Until recently, the guaranteed solution was for the stressed-out ophthalmologist to treat him or herself and amaze his/her friends by cooking beer-can chicken on the grill, served with a tasty tomato, mozzarella, and basil salad (don't forget to drizzle balsamic vinegar on top) and a well-oaked chardonnay from California or Chile. But then an ophthalmology department chairperson from Los Angeles said to me "doesn't heating the can of beer cause paint chemicals from the can to get into the chicken and cause cancer?" So now, in the absence of any hard data one way or the other to answer this question, my "glass is half-empty" colleague has ruined this weekend activity for me.

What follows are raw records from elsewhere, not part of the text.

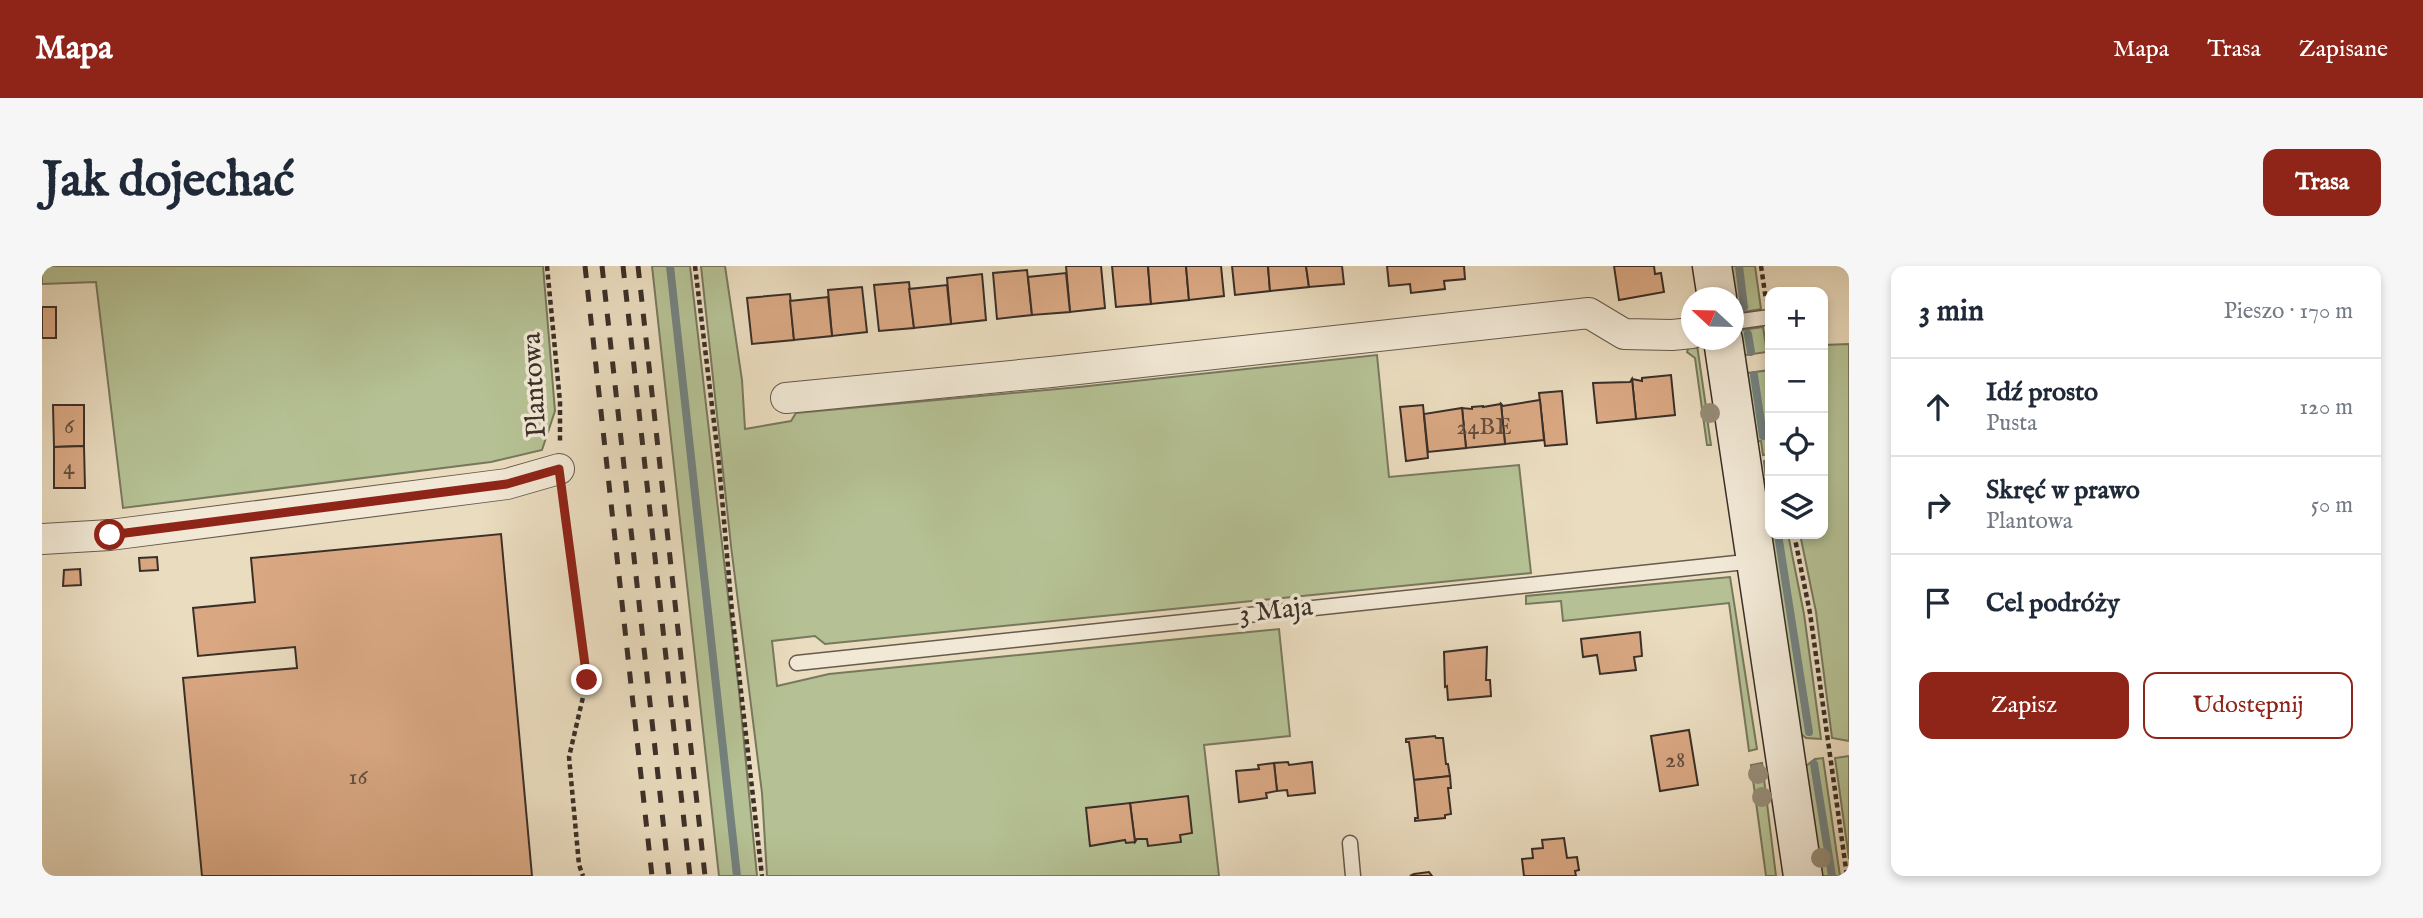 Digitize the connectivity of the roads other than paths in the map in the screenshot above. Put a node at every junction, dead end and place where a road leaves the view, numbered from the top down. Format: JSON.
{"nodes":[{"id":1,"x":1712,"y":266,"type":"edge"},
{"id":2,"x":1715,"y":287,"type":"edge"},
{"id":3,"x":1765,"y":318,"type":"edge"},
{"id":4,"x":1744,"y":320,"type":"edge"},
{"id":5,"x":1681,"y":334,"type":"edge"},
{"id":6,"x":1724,"y":350,"type":"edge"},
{"id":7,"x":786,"y":398,"type":"dead end"},
{"id":8,"x":559,"y":469,"type":"road end"},
{"id":9,"x":42,"y":539,"type":"edge"},
{"id":10,"x":1755,"y":561,"type":"junction"},
{"id":11,"x":797,"y":663,"type":"dead end"},
{"id":12,"x":1350,"y":843,"type":"dead end"},
{"id":13,"x":1353,"y":876,"type":"edge"},
{"id":14,"x":1803,"y":876,"type":"edge"}],
"edges":[{"from":1,"to":2,"type":"street"},
{"from":3,"to":4,"type":"lane"},
{"from":5,"to":7,"type":"street"},
{"from":6,"to":10,"type":"street"},
{"from":8,"to":9,"type":"street"},
{"from":10,"to":11,"type":"lane","name":"3 Maja"},
{"from":10,"to":14,"type":"street"},
{"from":12,"to":13,"type":"lane"}]} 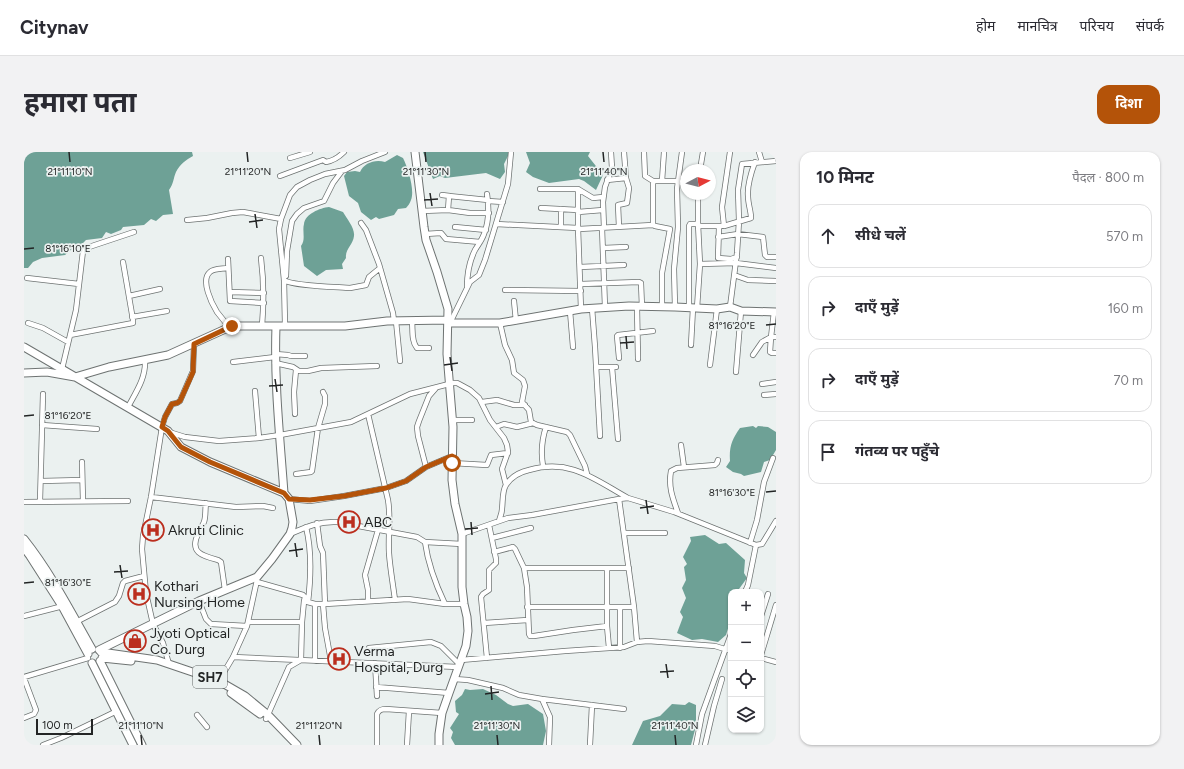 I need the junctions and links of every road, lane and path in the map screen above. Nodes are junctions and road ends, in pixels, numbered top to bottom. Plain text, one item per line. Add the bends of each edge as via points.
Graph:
1 (310, 152) edge
2 (344, 152) edge
3 (384, 152) edge
4 (415, 152) edge
5 (511, 152) edge
6 (611, 152) edge
7 (624, 152) edge
8 (644, 152) edge
9 (664, 152) edge
10 (682, 152) edge
11 (703, 152) edge
12 (730, 152) edge
13 (759, 152) edge
14 (290, 158) dead end
15 (776, 161) edge
16 (755, 162) junction
17 (762, 162) junction
18 (701, 164) edge
19 (342, 171) junction
20 (280, 176) dead end
21 (626, 178) junction
22 (607, 180) junction
23 (653, 181) junction
24 (662, 181) junction
25 (678, 181) junction
26 (540, 189) dead end
27 (578, 190) junction
28 (442, 194) dead end
29 (450, 196) junction
30 (603, 197) junction
31 (488, 198) junction
32 (698, 200) edge
33 (503, 202) junction
34 (541, 208) dead end
35 (561, 209) junction
36 (448, 210) junction
37 (603, 210) junction
38 (422, 211) junction
39 (578, 211) junction
40 (489, 213) junction
41 (281, 219) junction
42 (187, 220) dead end
43 (739, 222) junction
44 (361, 223) dead end
45 (496, 224) junction
46 (653, 225) junction
47 (698, 225) junction
48 (721, 226) junction
49 (455, 227) dead end
50 (561, 227) junction
51 (619, 227) junction
52 (579, 228) junction
53 (603, 228) junction
54 (486, 230) junction
55 (134, 232) dead end
56 (425, 234) junction
57 (738, 234) junction
58 (718, 237) junction
59 (480, 242) junction
60 (626, 247) dead end
61 (603, 248) junction
62 (737, 257) junction
63 (776, 257) edge
64 (228, 258) dead end
65 (261, 258) dead end
66 (123, 262) dead end
67 (736, 263) junction
68 (700, 264) junction
69 (624, 265) dead end
70 (604, 266) junction
71 (580, 267) junction
72 (228, 268) junction
73 (380, 268) junction
74 (776, 268) edge
75 (734, 276) junction
76 (27, 278) dead end
77 (285, 281) junction
78 (776, 281) edge
79 (79, 284) junction
80 (581, 284) junction
81 (604, 284) junction
82 (467, 288) junction
83 (160, 290) dead end
84 (506, 290) dead end
85 (581, 291) junction
86 (230, 292) junction
87 (264, 293) junction
88 (129, 296) junction
89 (514, 301) dead end
90 (264, 303) junction
91 (640, 306) junction
92 (605, 307) junction
93 (662, 307) junction
94 (675, 307) junction
95 (730, 307) junction
96 (592, 308) junction
97 (693, 308) junction
98 (582, 309) junction
99 (717, 309) junction
100 (167, 311) dead end
101 (570, 311) junction
102 (741, 311) junction
103 (775, 312) edge
104 (132, 317) junction
105 (395, 321) junction
106 (412, 321) junction
107 (449, 321) junction
108 (516, 321) junction
109 (28, 323) dead end
110 (500, 323) junction
111 (262, 326) junction
112 (276, 326) junction
113 (285, 326) junction
114 (229, 327) junction
115 (653, 331) dead end
116 (638, 332) junction
117 (70, 335) junction
118 (774, 337) edge
119 (68, 342) junction
120 (194, 344) junction
121 (691, 345) dead end
122 (24, 347) edge
123 (572, 347) dead end
124 (429, 348) dead end
125 (776, 354) edge
126 (753, 355) dead end
127 (305, 356) dead end
128 (275, 358) junction
129 (619, 358) dead end
130 (638, 359) dead end
131 (145, 360) junction
132 (400, 361) dead end
133 (233, 362) dead end
134 (710, 365) dead end
135 (377, 366) dead end
136 (596, 367) junction
137 (62, 369) junction
138 (296, 370) junction
139 (736, 372) dead end
140 (24, 373) edge
141 (75, 377) junction
142 (776, 382) edge
143 (449, 384) junction
144 (762, 384) dead end
145 (436, 388) junction
146 (255, 391) dead end
147 (323, 392) dead end
148 (43, 394) dead end
149 (776, 394) edge
150 (764, 395) dead end
151 (482, 402) junction
152 (525, 405) junction
153 (128, 407) junction
154 (296, 414) dead end
155 (368, 414) junction
156 (452, 420) junction
157 (472, 420) dead end
158 (534, 423) junction
159 (42, 425) junction
160 (496, 427) junction
161 (546, 427) junction
162 (318, 428) junction
163 (97, 429) dead end
164 (165, 429) junction
165 (280, 435) junction
166 (600, 436) dead end
167 (259, 438) junction
168 (618, 439) dead end
169 (681, 445) dead end
170 (508, 453) junction
171 (773, 458) dead end
172 (452, 460) junction
173 (718, 460) dead end
174 (82, 462) dead end
175 (543, 466) junction
176 (426, 467) junction
177 (684, 467) junction
178 (296, 474) dead end
179 (587, 474) junction
180 (82, 480) junction
181 (41, 481) junction
182 (506, 485) junction
183 (386, 488) junction
184 (287, 496) junction
185 (151, 497) junction
186 (628, 498) junction
187 (619, 499) junction
188 (40, 501) junction
189 (83, 501) junction
190 (128, 501) dead end
191 (24, 502) edge
192 (206, 503) junction
193 (273, 508) dead end
194 (678, 513) junction
195 (499, 521) junction
196 (776, 521) edge
197 (317, 523) junction
198 (489, 525) junction
199 (306, 527) junction
200 (531, 528) dead end
201 (378, 530) junction
202 (389, 532) junction
203 (624, 533) junction
204 (665, 533) dead end
205 (290, 534) junction
206 (462, 534) junction
207 (492, 538) junction
208 (24, 539) edge
209 (425, 542) junction
210 (750, 543) junction
211 (462, 544) junction
212 (756, 545) junction
213 (24, 548) edge
214 (494, 552) junction
215 (32, 554) junction
216 (524, 568) junction
217 (607, 568) junction
218 (628, 568) junction
219 (144, 576) junction
220 (257, 580) junction
221 (746, 589) edge
222 (225, 590) junction
223 (768, 594) dead end
224 (395, 600) junction
225 (199, 601) junction
226 (368, 601) junction
227 (306, 602) junction
228 (315, 604) junction
229 (324, 604) junction
230 (445, 604) junction
231 (464, 604) junction
232 (776, 605) edge
233 (65, 606) junction
234 (527, 607) junction
235 (607, 607) junction
236 (620, 607) junction
237 (634, 607) junction
238 (764, 607) edge
239 (24, 616) edge
240 (528, 620) junction
241 (76, 622) junction
242 (302, 622) junction
243 (484, 623) junction
244 (153, 624) junction
245 (248, 624) junction
246 (607, 626) junction
247 (637, 642) junction
248 (369, 648) dead end
249 (609, 648) junction
250 (620, 648) junction
251 (728, 650) edge
252 (728, 652) edge
253 (764, 654) edge
254 (95, 655) junction
255 (233, 657) junction
256 (487, 658) junction
257 (764, 658) edge
258 (301, 660) junction
259 (315, 661) junction
260 (331, 661) junction
261 (776, 662) edge
262 (375, 663) junction
263 (169, 664) junction
264 (459, 664) junction
265 (24, 678) edge
266 (454, 679) junction
267 (722, 679) dead end
268 (218, 682) junction
269 (376, 687) junction
270 (449, 693) junction
271 (377, 696) dead end
272 (542, 699) junction
273 (592, 705) junction
274 (624, 709) dead end
275 (409, 711) junction
276 (117, 712) junction
277 (442, 713) junction
278 (197, 715) dead end
279 (267, 717) junction
280 (24, 718) edge
281 (207, 727) dead end
282 (43, 745) edge
283 (133, 745) edge
284 (142, 745) edge
285 (291, 745) edge
286 (297, 745) edge
287 (377, 745) edge
288 (407, 745) edge
289 (439, 745) edge
290 (549, 745) edge
291 (590, 745) edge
292 (696, 745) edge
293 (705, 745) edge

1 - 14 street
2 - 20 street via 328,162 323,160
3 - 19 street
4 - 38 street
5 - 33 street via 508,184
6 - 22 street via 612,168
7 - 21 street
8 - 23 street via 646,176
9 - 24 street
10 - 25 street
11 - 18 street
12 - 48 street
13 - 17 street
15 - 17 street
16 - 17 street
16 - 43 street via 748,190 751,218
16 - 43 street via 742,164 738,190
19 - 41 street via 325,174 297,187 290,195
19 - 77 street via 324,201 304,208 292,221
21 - 22 street
21 - 51 street via 629,193 627,203 618,205
22 - 30 street
23 - 24 street
23 - 46 street
24 - 25 street
25 - 94 street
26 - 27 street
27 - 30 street via 593,198
27 - 39 street
28 - 29 street
29 - 31 street
29 - 36 street
30 - 37 street
31 - 33 street
31 - 40 street
32 - 47 street
33 - 45 street
34 - 35 street
35 - 39 street
35 - 50 street
36 - 38 street
36 - 40 street
37 - 39 street
37 - 53 street
38 - 56 street
39 - 52 street
40 - 54 street
41 - 42 street via 243,212
41 - 77 street via 279,229
43 - 48 street
43 - 57 street
44 - 73 street
45 - 50 street
45 - 82 street via 479,275
46 - 51 street
46 - 93 street via 670,230 662,273
47 - 48 street
47 - 68 street
47 - 97 street via 689,226
48 - 58 street
49 - 54 street
50 - 52 street
51 - 53 street
52 - 53 street
52 - 71 street
53 - 61 street
54 - 59 street
55 - 79 street via 85,249
56 - 59 street via 441,233 446,239
56 - 107 street via 445,298
57 - 58 street
57 - 62 street
57 - 63 street via 763,237 765,256
58 - 62 street via 718,258
59 - 82 street via 470,263
60 - 61 street
61 - 70 street
62 - 67 street
64 - 72 street
65 - 87 street
66 - 88 street
67 - 68 street
67 - 74 street
67 - 75 street
68 - 97 street
69 - 70 street
70 - 71 street
70 - 81 street
71 - 80 street
72 - 86 street
72 - 114 street via 209,272 206,282 215,307
73 - 77 street via 369,278 366,285 357,288 324,287
73 - 105 street
75 - 78 street via 748,280
75 - 95 street
76 - 79 street
77 - 113 street
79 - 117 street
80 - 81 street
80 - 85 street
81 - 91 street via 641,283
81 - 92 street
82 - 107 street
83 - 88 street
84 - 85 street
85 - 98 street
86 - 87 street
86 - 90 street via 230,302
87 - 90 street
88 - 104 street
89 - 108 street
90 - 111 street
91 - 92 street
91 - 93 street
91 - 116 street
92 - 96 street
93 - 94 street
94 - 97 street
95 - 99 street
95 - 102 street
96 - 98 street
96 - 136 street
97 - 99 street
97 - 121 street
98 - 101 street
99 - 134 street
100 - 104 street
101 - 108 street
101 - 123 street
102 - 103 street
102 - 139 street
103 - 118 street
104 - 117 street via 133,323 130,324
105 - 106 street
105 - 113 street via 345,326
105 - 132 street
106 - 107 street
106 - 124 street via 414,345 417,348
107 - 110 street
107 - 143 street
108 - 110 street
109 - 119 street
110 - 152 street via 514,373 525,386 522,402
111 - 112 street
111 - 114 street
112 - 113 street
112 - 128 street
114 - 120 street
115 - 116 street
116 - 129 street via 617,336
116 - 130 street
117 - 119 street
118 - 125 street via 770,352
118 - 126 street via 762,342
119 - 137 street
120 - 131 street via 168,355
120 - 164 street via 191,378 180,401 172,404
122 - 137 street
127 - 128 street via 288,355
128 - 133 street
128 - 138 street
128 - 165 street
131 - 141 street
131 - 153 street via 142,380
135 - 138 street
136 - 166 street
136 - 168 street via 614,367
137 - 141 street
138 - 154 street
140 - 141 street via 47,372
141 - 153 street
142 - 144 street
143 - 145 street
143 - 151 street via 457,382
143 - 156 street
145 - 155 street via 410,394
145 - 176 street via 429,396 417,427
146 - 167 street
147 - 162 street via 325,404
148 - 159 street
149 - 150 street
151 - 152 street via 497,400
151 - 160 street
152 - 158 street via 529,410 531,422
153 - 164 street
155 - 162 street via 351,422
155 - 183 street
156 - 157 street
156 - 172 street
158 - 160 street via 517,427 504,424
158 - 161 street
159 - 163 street
159 - 181 street
160 - 170 street via 504,438
161 - 175 street
161 - 179 street via 570,435
162 - 165 street
162 - 178 street via 312,471
164 - 167 street via 185,437 219,441
164 - 184 street via 181,447
164 - 185 street
165 - 167 street
165 - 184 street
169 - 177 street
170 - 172 street via 492,454 486,465
170 - 182 street via 502,469
171 - 210 street via 764,482
172 - 176 street
172 - 206 street via 453,492
173 - 177 street via 715,465
174 - 180 street
175 - 179 street
175 - 182 street via 518,474
176 - 183 street via 406,481
177 - 194 street via 673,470 670,476 670,492
179 - 186 street
180 - 181 street
180 - 189 street
181 - 188 street
182 - 195 street
183 - 184 street via 310,500
183 - 202 street via 390,511
184 - 205 street via 293,522
185 - 192 street
185 - 219 street via 142,549
186 - 187 street
186 - 194 street
187 - 195 street
187 - 203 street
188 - 189 street
188 - 191 street
189 - 190 street
192 - 193 street
192 - 222 street via 205,518 195,543 200,554 221,562
194 - 210 street
195 - 198 street
196 - 212 street via 762,544
197 - 199 street
197 - 201 street via 337,522
197 - 229 street via 323,553
198 - 206 street
198 - 207 street
199 - 205 street
199 - 227 street via 310,551 309,591
200 - 207 street
201 - 202 street
201 - 226 street via 365,575
202 - 209 street via 417,537
202 - 224 street
203 - 204 street
203 - 218 street
205 - 220 street
206 - 211 street
207 - 214 street
208 - 215 street
209 - 211 street
209 - 230 street via 430,568
210 - 212 street
211 - 231 street
212 - 221 street
213 - 215 street
214 - 216 street via 513,547
214 - 243 street via 496,563 489,570 489,590 481,597
215 - 233 street
216 - 217 street
216 - 234 street
217 - 218 street
217 - 235 street
218 - 237 street
219 - 241 street via 126,580 114,602
219 - 244 street
220 - 222 street
220 - 227 street via 303,595
220 - 245 street
222 - 225 street
223 - 238 street
224 - 226 street
224 - 230 street via 408,599
225 - 244 street
225 - 245 street via 206,619 211,624
226 - 229 street
227 - 228 street
227 - 242 street
228 - 229 street
228 - 259 street
229 - 260 street via 324,628
230 - 231 street
231 - 264 street via 468,631 466,646
232 - 253 street
233 - 239 street
233 - 241 street
233 - 254 street
234 - 235 street
234 - 240 street
235 - 236 street
235 - 246 street
236 - 237 street
236 - 250 street
237 - 247 street
240 - 243 street
240 - 246 street via 529,634 532,636
241 - 254 street
242 - 245 street
242 - 258 street
243 - 256 street
244 - 254 street
244 - 263 street via 163,643
245 - 255 street
246 - 249 street
247 - 250 street
247 - 251 street via 715,646
248 - 264 street via 431,642 441,646
249 - 250 street
249 - 256 street
252 - 292 street via 702,714
254 - 263 street, SH7 via 157,660
254 - 265 street
254 - 268 street, SH7 via 157,664
254 - 276 street
254 - 284 street
255 - 258 street
255 - 268 street
256 - 264 street
257 - 261 street
258 - 259 street
258 - 279 street via 289,667
259 - 260 street
260 - 262 street
262 - 264 street
262 - 269 street
263 - 268 street, SH7
264 - 266 street
265 - 280 street via 36,710 34,714
266 - 270 street
266 - 272 street via 468,680
267 - 293 street
268 - 279 street, SH7 via 245,696
269 - 270 street
269 - 271 street
270 - 277 street
272 - 273 street
272 - 290 street via 550,717
273 - 274 street
273 - 291 street
275 - 277 street
275 - 287 street via 378,711
275 - 288 street
276 - 282 street
276 - 283 street
277 - 289 street
278 - 281 street
279 - 285 street, SH7
279 - 286 street, SH7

There is apparently a science to enjoying life. One spokesperson is Erik Rosegard, PhD, a faculty member in the Department (I kid you not) of Recreation and Leisure Studies at San Francisco State University. In a newspaper article, Dr. Rosegard3,4 comments on a hard-charging Wall Street trader who volunteers to work in a restaurant kitchen: "Brain research shows innovation is spawned when the mind is not cluttered . . . It's a good way to get rid of what's bothering you." One question comes to my mind-do chairpersons of Departments of Recreation and Leisure ever get burned out?
Probably it is inappropriate to make light of what seems to be a serious problem. It seems a terrible shame that we ophthalmologists, with all the tools at our disposal to let people live better lives by helping them see as well as possible, are not constantly thrilled to be able to do what we do.